_Stored data_
—————

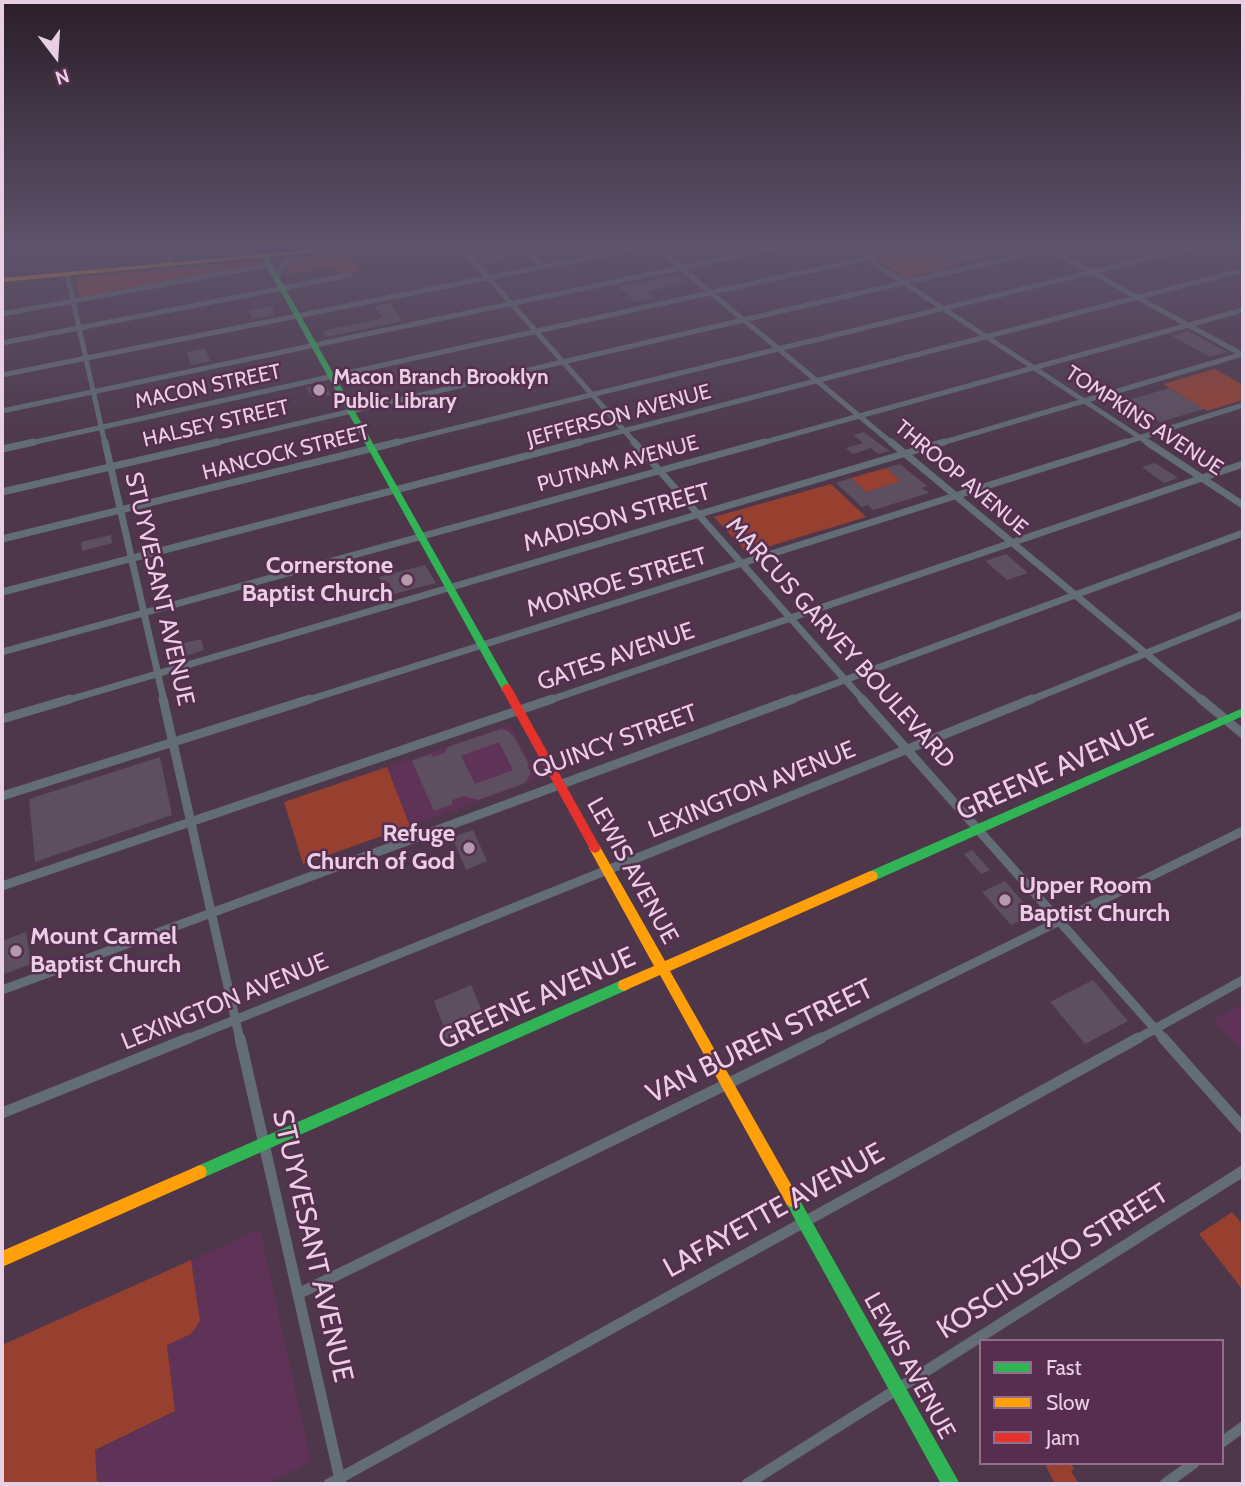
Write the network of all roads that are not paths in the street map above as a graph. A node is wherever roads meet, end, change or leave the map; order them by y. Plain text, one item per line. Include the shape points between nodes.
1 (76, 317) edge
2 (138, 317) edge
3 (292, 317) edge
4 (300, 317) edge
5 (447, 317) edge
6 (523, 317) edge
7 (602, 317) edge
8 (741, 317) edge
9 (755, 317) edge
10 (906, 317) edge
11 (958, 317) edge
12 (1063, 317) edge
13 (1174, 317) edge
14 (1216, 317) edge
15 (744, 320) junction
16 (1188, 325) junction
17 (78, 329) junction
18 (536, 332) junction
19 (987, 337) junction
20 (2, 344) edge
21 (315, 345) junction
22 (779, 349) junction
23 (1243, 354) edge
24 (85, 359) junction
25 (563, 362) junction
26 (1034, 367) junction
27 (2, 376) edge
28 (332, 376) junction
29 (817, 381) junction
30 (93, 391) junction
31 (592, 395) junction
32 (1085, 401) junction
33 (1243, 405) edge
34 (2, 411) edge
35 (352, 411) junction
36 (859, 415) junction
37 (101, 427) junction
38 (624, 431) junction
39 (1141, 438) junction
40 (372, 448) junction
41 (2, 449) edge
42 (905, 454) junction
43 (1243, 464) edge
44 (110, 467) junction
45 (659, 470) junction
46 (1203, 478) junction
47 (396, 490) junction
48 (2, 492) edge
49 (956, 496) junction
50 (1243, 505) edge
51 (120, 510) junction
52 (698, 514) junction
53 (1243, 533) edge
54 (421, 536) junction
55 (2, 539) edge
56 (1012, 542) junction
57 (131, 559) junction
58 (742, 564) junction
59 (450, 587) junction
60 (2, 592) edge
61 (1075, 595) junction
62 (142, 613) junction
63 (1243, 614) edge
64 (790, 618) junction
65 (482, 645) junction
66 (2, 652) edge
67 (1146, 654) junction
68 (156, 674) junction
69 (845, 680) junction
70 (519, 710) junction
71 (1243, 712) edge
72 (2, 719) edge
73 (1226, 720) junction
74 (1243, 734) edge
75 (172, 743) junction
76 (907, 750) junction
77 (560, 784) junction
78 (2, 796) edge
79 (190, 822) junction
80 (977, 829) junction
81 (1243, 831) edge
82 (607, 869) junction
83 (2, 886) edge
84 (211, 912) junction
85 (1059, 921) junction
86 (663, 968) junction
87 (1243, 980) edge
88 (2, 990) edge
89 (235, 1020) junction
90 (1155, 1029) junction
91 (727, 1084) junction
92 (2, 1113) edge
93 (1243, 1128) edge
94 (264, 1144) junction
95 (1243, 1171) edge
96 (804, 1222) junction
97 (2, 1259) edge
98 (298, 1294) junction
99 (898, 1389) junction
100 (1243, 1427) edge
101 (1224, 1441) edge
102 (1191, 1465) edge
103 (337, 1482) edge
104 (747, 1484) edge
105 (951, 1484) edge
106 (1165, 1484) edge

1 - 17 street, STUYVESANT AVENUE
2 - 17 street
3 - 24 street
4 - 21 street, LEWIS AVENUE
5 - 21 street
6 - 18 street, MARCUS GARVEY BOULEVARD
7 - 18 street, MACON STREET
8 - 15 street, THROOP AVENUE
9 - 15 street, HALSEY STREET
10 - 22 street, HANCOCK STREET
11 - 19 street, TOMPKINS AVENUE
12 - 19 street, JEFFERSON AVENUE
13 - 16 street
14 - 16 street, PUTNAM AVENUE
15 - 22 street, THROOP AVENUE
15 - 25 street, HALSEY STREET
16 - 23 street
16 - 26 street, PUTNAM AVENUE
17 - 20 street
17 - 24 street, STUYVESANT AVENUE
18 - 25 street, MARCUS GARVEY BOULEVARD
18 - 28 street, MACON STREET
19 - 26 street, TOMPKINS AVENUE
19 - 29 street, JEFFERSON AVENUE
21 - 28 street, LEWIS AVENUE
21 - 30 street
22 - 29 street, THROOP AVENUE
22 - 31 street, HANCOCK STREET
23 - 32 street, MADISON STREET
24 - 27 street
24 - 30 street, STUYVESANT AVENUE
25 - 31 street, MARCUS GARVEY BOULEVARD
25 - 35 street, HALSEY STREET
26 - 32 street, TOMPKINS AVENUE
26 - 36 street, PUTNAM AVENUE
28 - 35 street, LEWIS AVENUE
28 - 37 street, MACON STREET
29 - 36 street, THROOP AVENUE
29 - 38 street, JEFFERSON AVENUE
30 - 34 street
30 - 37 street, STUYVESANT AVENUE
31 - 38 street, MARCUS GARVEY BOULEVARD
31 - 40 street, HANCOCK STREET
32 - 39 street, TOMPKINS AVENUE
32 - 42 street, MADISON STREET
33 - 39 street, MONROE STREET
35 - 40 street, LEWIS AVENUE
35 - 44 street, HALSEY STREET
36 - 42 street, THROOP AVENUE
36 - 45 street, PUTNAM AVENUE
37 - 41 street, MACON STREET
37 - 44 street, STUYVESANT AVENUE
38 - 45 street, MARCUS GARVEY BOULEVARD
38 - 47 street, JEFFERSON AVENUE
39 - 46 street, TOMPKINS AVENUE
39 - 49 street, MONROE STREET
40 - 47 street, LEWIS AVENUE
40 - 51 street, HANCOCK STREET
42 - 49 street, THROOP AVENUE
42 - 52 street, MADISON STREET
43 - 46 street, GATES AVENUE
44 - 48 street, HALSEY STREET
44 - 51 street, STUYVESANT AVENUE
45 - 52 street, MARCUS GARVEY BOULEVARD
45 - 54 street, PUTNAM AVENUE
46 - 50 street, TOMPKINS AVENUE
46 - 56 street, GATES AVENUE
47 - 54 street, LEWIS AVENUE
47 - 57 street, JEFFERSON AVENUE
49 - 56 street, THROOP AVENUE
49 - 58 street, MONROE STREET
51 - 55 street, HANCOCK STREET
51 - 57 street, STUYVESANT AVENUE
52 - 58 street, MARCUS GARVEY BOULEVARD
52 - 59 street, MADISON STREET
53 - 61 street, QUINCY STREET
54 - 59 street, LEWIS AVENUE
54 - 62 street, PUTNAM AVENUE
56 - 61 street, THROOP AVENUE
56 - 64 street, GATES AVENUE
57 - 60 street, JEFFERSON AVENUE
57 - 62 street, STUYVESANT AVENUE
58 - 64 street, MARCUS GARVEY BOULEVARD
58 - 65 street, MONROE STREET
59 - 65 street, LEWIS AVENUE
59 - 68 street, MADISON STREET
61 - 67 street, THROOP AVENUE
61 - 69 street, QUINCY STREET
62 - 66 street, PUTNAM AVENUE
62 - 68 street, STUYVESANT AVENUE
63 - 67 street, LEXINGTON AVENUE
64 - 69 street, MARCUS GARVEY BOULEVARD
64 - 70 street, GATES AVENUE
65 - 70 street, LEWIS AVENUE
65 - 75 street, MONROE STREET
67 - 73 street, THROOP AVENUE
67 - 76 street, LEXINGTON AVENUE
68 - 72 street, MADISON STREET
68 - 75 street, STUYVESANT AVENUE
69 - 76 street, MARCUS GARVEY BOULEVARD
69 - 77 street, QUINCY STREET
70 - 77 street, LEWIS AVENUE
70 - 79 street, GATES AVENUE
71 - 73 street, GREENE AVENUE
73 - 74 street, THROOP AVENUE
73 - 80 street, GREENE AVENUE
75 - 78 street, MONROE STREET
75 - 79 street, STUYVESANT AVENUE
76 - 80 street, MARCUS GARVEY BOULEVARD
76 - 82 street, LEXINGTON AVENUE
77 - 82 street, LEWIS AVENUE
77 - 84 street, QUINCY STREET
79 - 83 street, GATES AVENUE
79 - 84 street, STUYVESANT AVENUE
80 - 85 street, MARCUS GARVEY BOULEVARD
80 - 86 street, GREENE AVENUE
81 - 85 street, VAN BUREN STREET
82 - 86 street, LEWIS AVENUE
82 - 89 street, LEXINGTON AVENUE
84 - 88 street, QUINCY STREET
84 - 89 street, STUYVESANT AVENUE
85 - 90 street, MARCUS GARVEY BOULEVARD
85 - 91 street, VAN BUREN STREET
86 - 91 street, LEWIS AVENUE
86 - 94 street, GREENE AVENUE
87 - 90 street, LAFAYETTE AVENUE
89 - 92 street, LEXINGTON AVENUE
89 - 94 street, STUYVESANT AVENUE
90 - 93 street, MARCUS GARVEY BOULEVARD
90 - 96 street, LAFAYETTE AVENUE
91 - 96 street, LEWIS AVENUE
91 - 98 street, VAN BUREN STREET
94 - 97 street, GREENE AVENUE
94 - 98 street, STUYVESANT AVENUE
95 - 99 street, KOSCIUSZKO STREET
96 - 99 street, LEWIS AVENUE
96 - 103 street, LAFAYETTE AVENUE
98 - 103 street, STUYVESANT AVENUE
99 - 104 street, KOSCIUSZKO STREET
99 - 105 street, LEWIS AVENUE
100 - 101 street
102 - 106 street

—————

_Goal of the exercise_
Where a line in the records above contains the word "JEFFERSON", include it in the count; state the total and nothing more.

_Written answer_
6